# Dataset entries:

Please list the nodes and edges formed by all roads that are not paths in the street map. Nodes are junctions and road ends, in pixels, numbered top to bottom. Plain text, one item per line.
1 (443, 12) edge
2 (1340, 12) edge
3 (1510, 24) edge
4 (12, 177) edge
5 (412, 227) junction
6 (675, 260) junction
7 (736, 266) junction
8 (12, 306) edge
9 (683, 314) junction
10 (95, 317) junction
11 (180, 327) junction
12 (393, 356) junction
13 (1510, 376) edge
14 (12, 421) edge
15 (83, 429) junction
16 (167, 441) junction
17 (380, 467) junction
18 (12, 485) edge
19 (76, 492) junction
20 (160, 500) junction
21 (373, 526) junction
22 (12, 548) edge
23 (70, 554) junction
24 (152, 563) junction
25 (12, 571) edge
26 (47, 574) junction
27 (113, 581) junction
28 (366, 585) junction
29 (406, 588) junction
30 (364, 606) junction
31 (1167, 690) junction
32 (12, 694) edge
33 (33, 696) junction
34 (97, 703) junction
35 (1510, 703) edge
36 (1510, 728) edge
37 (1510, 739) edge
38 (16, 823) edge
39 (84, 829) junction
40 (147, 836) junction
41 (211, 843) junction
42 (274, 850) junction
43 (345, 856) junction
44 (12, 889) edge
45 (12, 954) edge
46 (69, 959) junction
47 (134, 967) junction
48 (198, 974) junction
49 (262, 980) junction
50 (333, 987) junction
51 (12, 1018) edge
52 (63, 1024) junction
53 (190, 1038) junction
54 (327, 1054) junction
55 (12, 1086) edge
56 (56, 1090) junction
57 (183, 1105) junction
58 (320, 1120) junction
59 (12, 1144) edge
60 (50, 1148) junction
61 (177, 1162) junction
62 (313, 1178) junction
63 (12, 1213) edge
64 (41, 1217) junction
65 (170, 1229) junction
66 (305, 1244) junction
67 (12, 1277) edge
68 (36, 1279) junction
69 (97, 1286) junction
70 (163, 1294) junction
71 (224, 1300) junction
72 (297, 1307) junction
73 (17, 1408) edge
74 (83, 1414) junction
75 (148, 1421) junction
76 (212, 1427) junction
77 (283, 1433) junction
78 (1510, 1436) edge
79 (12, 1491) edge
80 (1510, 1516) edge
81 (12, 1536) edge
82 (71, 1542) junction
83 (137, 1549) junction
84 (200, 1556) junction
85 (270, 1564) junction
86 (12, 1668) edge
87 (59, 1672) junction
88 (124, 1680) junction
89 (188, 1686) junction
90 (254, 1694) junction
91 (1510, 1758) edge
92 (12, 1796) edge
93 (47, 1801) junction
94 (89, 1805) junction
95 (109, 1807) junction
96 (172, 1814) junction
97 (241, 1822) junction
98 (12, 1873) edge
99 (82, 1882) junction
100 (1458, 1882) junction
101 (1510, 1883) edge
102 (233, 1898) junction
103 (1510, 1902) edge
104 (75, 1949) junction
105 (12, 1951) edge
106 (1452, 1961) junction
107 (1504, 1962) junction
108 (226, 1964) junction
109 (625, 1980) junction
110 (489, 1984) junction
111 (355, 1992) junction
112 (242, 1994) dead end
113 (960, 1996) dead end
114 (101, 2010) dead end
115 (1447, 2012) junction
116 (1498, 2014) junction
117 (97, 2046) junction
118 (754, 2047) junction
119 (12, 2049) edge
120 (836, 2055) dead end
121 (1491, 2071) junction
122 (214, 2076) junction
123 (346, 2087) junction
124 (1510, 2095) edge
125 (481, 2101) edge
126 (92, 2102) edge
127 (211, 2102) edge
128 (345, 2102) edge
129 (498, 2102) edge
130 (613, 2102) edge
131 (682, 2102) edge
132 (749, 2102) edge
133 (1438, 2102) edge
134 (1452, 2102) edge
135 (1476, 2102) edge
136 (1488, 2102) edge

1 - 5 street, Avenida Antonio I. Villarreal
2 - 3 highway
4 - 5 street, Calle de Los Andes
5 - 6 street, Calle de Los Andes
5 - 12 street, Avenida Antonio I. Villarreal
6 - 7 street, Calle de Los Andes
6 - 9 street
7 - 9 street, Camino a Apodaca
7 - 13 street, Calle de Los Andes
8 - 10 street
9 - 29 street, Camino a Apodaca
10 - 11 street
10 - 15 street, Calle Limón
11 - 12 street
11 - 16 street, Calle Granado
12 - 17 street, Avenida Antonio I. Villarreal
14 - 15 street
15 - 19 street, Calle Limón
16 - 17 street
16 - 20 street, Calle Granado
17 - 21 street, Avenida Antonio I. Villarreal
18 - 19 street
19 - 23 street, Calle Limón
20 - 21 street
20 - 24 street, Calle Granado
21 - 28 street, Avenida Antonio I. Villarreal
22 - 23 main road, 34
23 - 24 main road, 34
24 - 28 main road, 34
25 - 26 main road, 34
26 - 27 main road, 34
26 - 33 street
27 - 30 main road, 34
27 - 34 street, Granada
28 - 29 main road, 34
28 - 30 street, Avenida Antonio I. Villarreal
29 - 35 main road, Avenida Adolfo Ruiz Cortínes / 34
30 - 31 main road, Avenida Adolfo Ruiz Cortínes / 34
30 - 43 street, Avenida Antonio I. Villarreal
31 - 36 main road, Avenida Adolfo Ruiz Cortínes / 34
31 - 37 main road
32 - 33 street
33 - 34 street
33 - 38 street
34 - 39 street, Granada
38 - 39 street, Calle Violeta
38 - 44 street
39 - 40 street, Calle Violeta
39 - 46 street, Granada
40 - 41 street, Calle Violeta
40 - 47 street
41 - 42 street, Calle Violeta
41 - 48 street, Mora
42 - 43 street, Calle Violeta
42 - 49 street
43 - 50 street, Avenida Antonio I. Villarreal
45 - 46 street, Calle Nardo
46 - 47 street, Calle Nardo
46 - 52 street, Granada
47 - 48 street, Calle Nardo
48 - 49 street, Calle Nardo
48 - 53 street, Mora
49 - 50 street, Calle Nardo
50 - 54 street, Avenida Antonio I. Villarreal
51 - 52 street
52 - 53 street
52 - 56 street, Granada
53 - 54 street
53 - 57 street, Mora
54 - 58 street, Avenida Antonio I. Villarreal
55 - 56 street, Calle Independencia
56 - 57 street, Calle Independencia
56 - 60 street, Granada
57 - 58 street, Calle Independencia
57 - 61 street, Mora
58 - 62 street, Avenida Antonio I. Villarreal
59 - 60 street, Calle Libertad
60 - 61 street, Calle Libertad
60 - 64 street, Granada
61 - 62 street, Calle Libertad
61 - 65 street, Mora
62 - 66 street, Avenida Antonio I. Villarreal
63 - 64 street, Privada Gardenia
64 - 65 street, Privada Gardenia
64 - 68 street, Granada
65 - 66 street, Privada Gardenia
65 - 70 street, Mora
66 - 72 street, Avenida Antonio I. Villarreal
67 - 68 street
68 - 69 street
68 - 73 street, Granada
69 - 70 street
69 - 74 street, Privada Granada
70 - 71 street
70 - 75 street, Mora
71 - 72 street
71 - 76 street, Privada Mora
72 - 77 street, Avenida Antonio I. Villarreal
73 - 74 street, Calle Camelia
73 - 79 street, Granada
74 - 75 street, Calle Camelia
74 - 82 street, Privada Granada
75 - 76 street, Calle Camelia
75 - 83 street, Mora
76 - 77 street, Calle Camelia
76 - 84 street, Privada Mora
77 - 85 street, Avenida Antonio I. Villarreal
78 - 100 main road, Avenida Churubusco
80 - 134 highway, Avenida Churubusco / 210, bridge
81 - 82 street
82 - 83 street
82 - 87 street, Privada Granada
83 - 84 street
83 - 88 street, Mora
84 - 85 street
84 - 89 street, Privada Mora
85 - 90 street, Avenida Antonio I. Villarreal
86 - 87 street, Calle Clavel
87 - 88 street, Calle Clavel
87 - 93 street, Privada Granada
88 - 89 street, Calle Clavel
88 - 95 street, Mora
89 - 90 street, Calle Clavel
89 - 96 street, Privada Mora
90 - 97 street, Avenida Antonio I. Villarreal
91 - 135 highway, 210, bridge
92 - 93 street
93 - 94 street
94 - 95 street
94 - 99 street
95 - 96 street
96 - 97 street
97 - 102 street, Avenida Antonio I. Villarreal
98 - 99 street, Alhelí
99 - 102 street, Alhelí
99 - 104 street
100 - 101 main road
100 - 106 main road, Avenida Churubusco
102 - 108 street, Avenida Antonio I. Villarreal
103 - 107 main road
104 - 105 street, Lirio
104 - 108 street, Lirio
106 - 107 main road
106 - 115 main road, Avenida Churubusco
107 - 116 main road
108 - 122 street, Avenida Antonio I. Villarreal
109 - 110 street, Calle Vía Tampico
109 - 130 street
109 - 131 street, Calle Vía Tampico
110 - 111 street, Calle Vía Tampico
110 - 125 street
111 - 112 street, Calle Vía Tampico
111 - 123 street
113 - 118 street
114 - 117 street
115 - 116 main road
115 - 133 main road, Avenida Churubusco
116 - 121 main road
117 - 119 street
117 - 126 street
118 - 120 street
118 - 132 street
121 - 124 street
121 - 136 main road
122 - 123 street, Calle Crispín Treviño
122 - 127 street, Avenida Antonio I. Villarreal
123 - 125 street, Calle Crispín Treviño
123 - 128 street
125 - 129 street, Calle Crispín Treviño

# Exercise goal:
Return each full line of the entries that contains the word "Violeta".

# Result of the task:
38 - 39 street, Calle Violeta
39 - 40 street, Calle Violeta
40 - 41 street, Calle Violeta
41 - 42 street, Calle Violeta
42 - 43 street, Calle Violeta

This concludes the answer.